Work to complete => Produce a faithful copy of every record below, without the pictures.

Records supplied =>
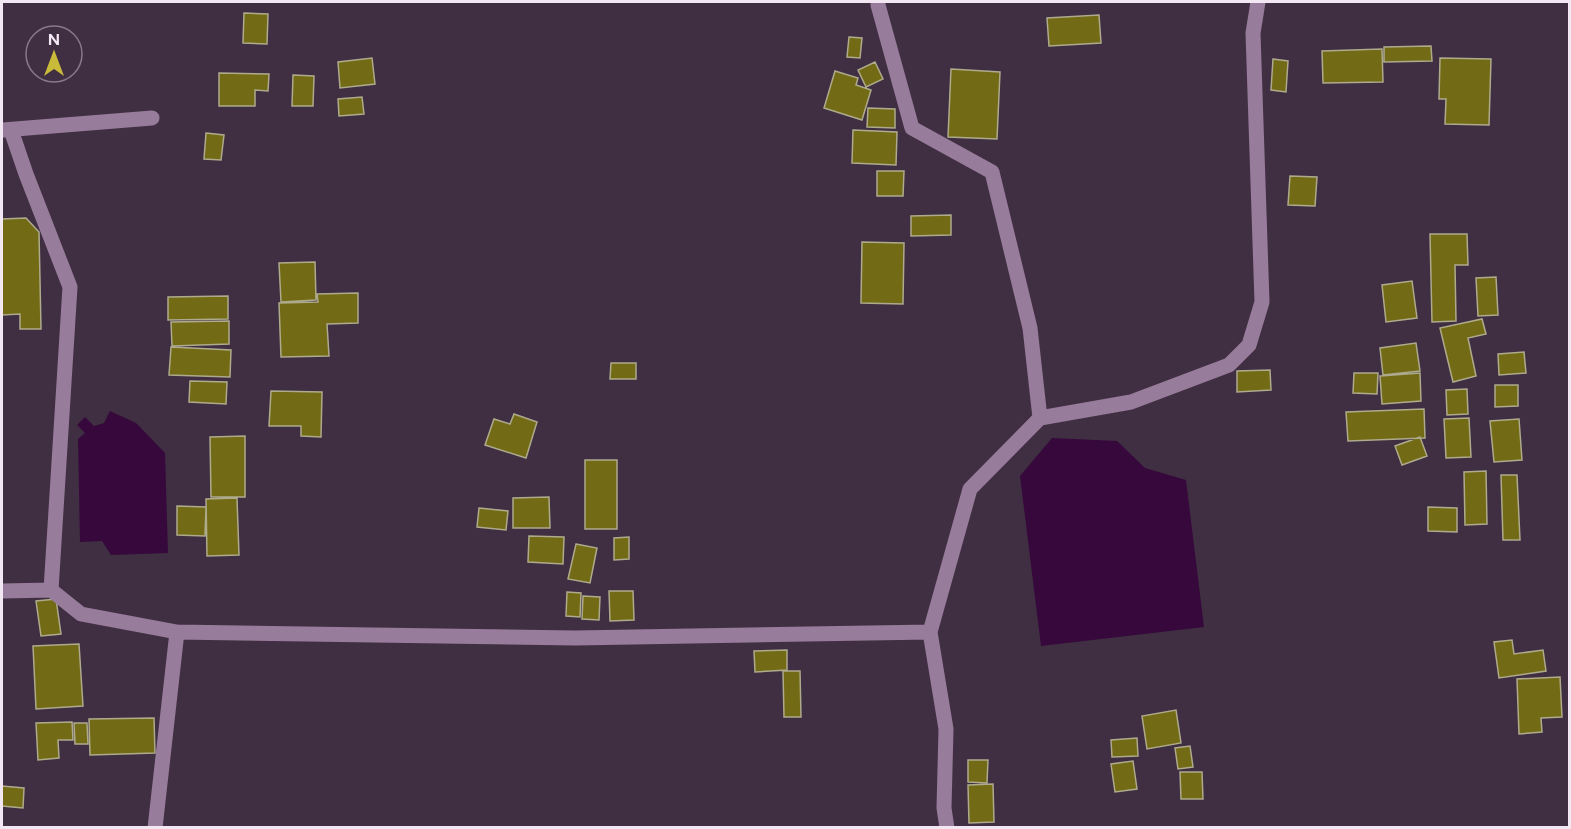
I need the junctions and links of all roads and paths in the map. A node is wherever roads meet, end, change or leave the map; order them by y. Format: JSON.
{"nodes":[{"id":1,"x":1258,"y":2,"type":"edge"},
{"id":2,"x":878,"y":5,"type":"dead end"},
{"id":3,"x":152,"y":118,"type":"dead end"},
{"id":4,"x":6,"y":130,"type":"edge"},
{"id":5,"x":1040,"y":418,"type":"junction"},
{"id":6,"x":51,"y":590,"type":"junction"},
{"id":7,"x":2,"y":591,"type":"edge"},
{"id":8,"x":177,"y":632,"type":"junction"},
{"id":9,"x":930,"y":632,"type":"junction"},
{"id":10,"x":155,"y":828,"type":"edge"},
{"id":11,"x":948,"y":828,"type":"edge"}],
"edges":[{"from":1,"to":5,"type":"street"},
{"from":2,"to":5,"type":"street"},
{"from":3,"to":4,"type":"street"},
{"from":4,"to":6,"type":"street"},
{"from":5,"to":9,"type":"street"},
{"from":6,"to":7,"type":"street"},
{"from":6,"to":8,"type":"street"},
{"from":8,"to":9,"type":"street"},
{"from":8,"to":10,"type":"street"},
{"from":9,"to":11,"type":"street"}]}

Answer box =>
I need the junctions and links of all roads and paths in the map. A node is wherever roads meet, end, change or leave the map; order them by y. Format: JSON.
{"nodes":[{"id":1,"x":1258,"y":2,"type":"edge"},
{"id":2,"x":878,"y":5,"type":"dead end"},
{"id":3,"x":152,"y":118,"type":"dead end"},
{"id":4,"x":6,"y":130,"type":"edge"},
{"id":5,"x":1040,"y":418,"type":"junction"},
{"id":6,"x":51,"y":590,"type":"junction"},
{"id":7,"x":2,"y":591,"type":"edge"},
{"id":8,"x":177,"y":632,"type":"junction"},
{"id":9,"x":930,"y":632,"type":"junction"},
{"id":10,"x":155,"y":828,"type":"edge"},
{"id":11,"x":948,"y":828,"type":"edge"}],
"edges":[{"from":1,"to":5,"type":"street"},
{"from":2,"to":5,"type":"street"},
{"from":3,"to":4,"type":"street"},
{"from":4,"to":6,"type":"street"},
{"from":5,"to":9,"type":"street"},
{"from":6,"to":7,"type":"street"},
{"from":6,"to":8,"type":"street"},
{"from":8,"to":9,"type":"street"},
{"from":8,"to":10,"type":"street"},
{"from":9,"to":11,"type":"street"}]}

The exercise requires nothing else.